> **WHAT THE EXERCISE ASKS**
Copy every line that holds the string "Novara" from the data below.

[Saved data entries]
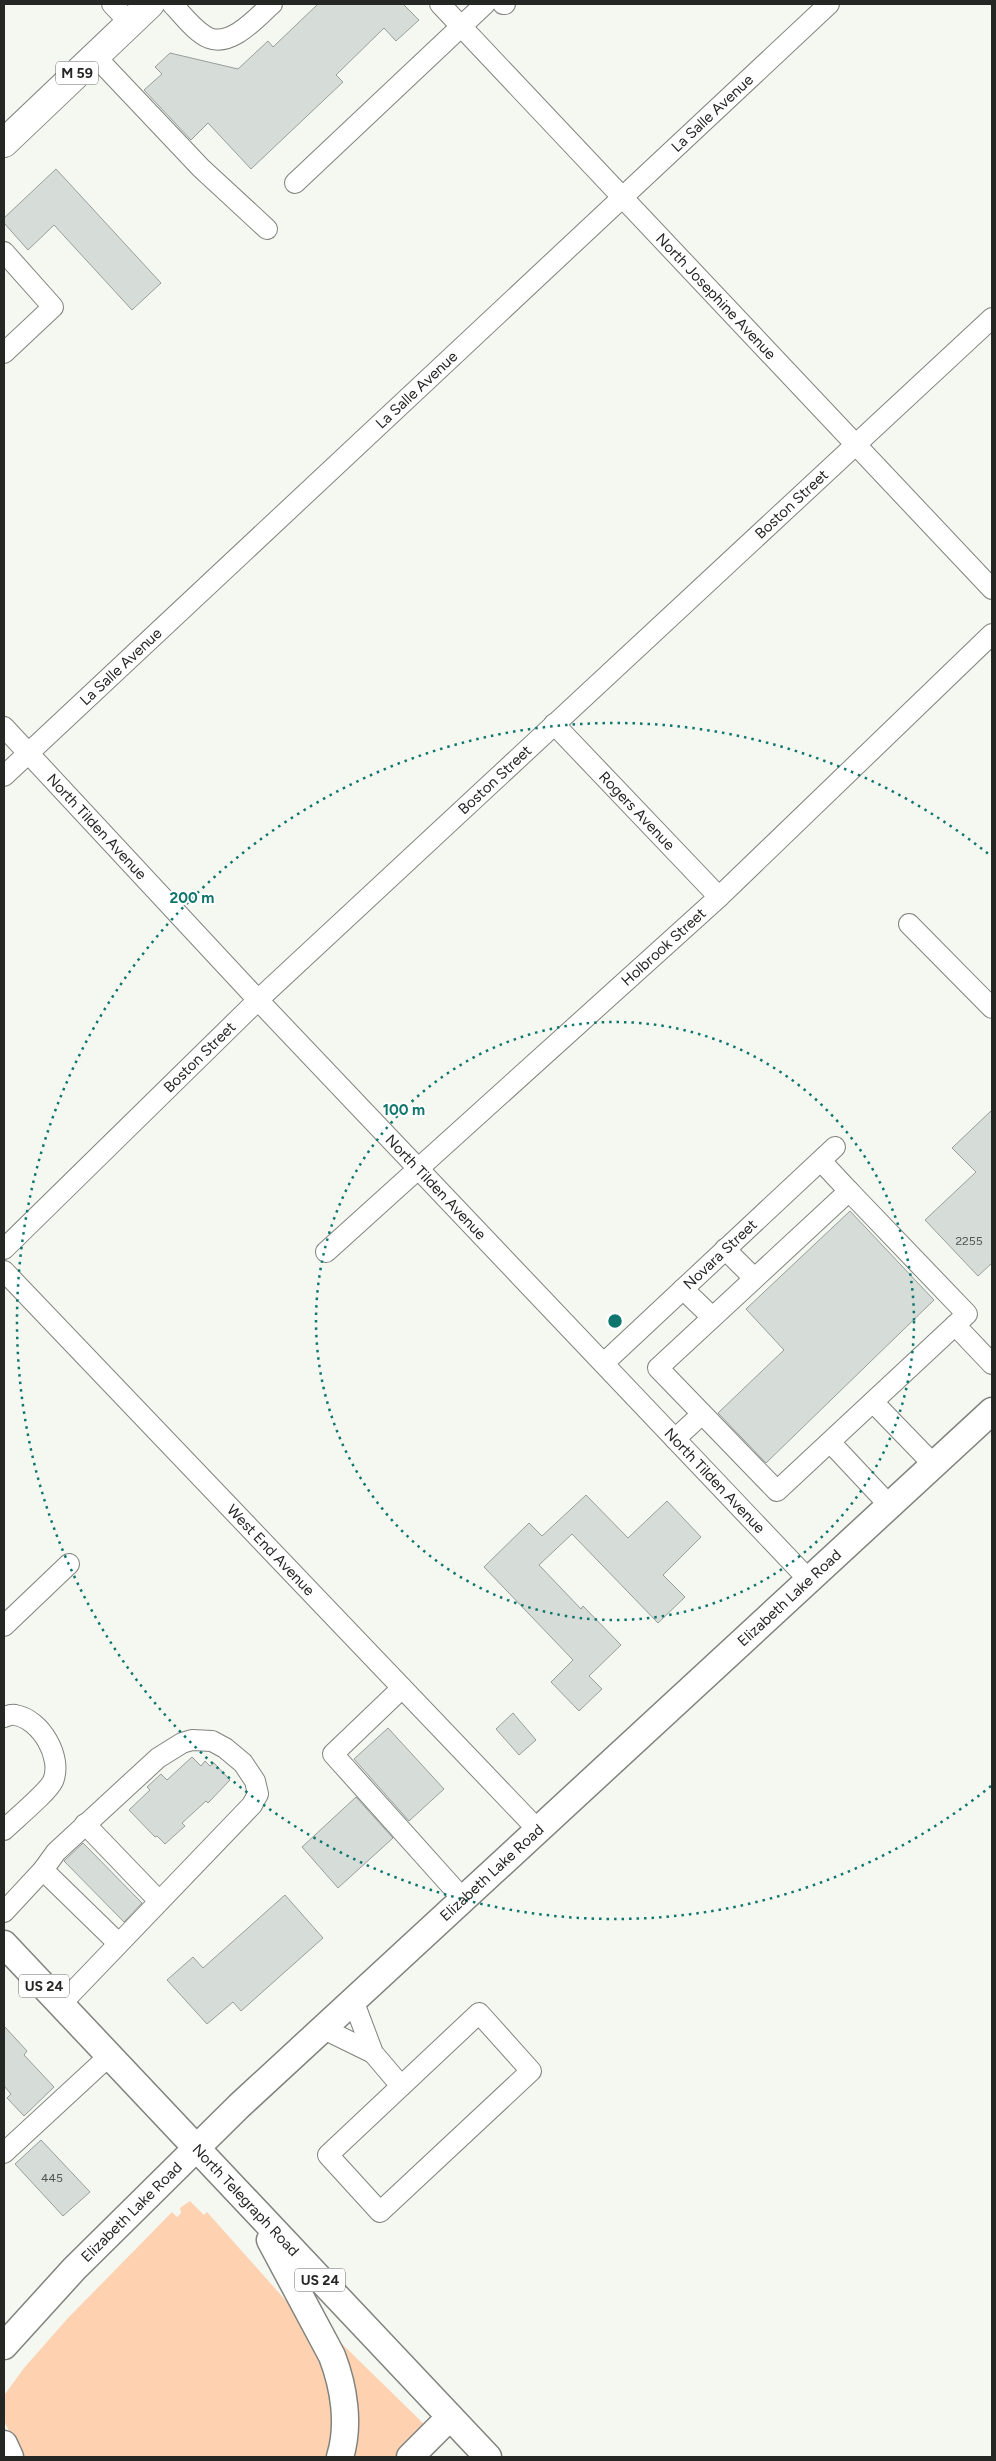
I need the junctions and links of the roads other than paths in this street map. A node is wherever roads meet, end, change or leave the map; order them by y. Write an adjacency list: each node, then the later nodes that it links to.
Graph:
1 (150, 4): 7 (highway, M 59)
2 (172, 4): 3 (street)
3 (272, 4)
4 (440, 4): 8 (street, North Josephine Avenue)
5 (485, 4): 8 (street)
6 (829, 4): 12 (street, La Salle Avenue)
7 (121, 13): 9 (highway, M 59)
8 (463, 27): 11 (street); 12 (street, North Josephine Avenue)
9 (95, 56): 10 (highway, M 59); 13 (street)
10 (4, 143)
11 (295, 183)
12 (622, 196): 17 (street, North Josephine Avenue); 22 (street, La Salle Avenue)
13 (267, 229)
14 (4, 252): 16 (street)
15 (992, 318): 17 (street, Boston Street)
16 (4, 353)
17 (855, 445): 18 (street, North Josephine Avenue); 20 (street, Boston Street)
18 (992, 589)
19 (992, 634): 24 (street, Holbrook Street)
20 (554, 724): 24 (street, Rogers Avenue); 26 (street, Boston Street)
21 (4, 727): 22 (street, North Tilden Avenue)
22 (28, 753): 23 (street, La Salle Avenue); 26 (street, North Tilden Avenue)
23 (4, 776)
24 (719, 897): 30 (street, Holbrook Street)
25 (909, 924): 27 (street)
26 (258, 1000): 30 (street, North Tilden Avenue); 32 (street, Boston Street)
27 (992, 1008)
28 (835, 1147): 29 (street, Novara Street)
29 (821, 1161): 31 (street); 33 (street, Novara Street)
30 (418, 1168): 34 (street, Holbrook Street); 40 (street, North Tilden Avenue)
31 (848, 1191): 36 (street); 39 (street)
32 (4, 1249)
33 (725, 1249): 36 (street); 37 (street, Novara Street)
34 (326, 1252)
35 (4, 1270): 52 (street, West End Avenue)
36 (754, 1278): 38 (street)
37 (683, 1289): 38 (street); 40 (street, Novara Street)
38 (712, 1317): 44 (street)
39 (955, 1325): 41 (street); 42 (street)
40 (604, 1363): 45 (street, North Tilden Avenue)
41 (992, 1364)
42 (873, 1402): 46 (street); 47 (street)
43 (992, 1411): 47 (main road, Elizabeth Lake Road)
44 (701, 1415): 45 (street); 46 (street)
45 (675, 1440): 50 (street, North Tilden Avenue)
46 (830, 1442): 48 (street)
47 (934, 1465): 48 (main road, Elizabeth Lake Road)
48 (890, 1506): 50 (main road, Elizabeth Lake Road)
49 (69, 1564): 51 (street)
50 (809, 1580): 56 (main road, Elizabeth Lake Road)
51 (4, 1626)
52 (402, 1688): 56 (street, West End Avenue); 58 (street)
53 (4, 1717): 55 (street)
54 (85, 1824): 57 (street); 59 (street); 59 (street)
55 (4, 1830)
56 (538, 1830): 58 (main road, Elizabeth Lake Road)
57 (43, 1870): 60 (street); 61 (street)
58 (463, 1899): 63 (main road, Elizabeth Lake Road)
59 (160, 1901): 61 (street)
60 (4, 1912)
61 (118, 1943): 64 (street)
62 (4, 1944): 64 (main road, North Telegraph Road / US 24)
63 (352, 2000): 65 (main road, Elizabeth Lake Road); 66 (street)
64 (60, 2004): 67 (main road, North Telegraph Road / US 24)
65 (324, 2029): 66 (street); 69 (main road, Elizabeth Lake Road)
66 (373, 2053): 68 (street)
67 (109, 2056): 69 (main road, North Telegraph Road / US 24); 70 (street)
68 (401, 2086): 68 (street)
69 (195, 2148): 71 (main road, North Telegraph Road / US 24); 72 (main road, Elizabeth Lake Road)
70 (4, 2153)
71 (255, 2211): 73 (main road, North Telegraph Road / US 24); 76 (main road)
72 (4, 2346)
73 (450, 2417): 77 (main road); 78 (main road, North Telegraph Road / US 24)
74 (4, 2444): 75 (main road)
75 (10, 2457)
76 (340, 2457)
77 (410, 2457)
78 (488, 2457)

> **SOLUTION**
28 (835, 1147): 29 (street, Novara Street)
29 (821, 1161): 31 (street); 33 (street, Novara Street)
33 (725, 1249): 36 (street); 37 (street, Novara Street)
37 (683, 1289): 38 (street); 40 (street, Novara Street)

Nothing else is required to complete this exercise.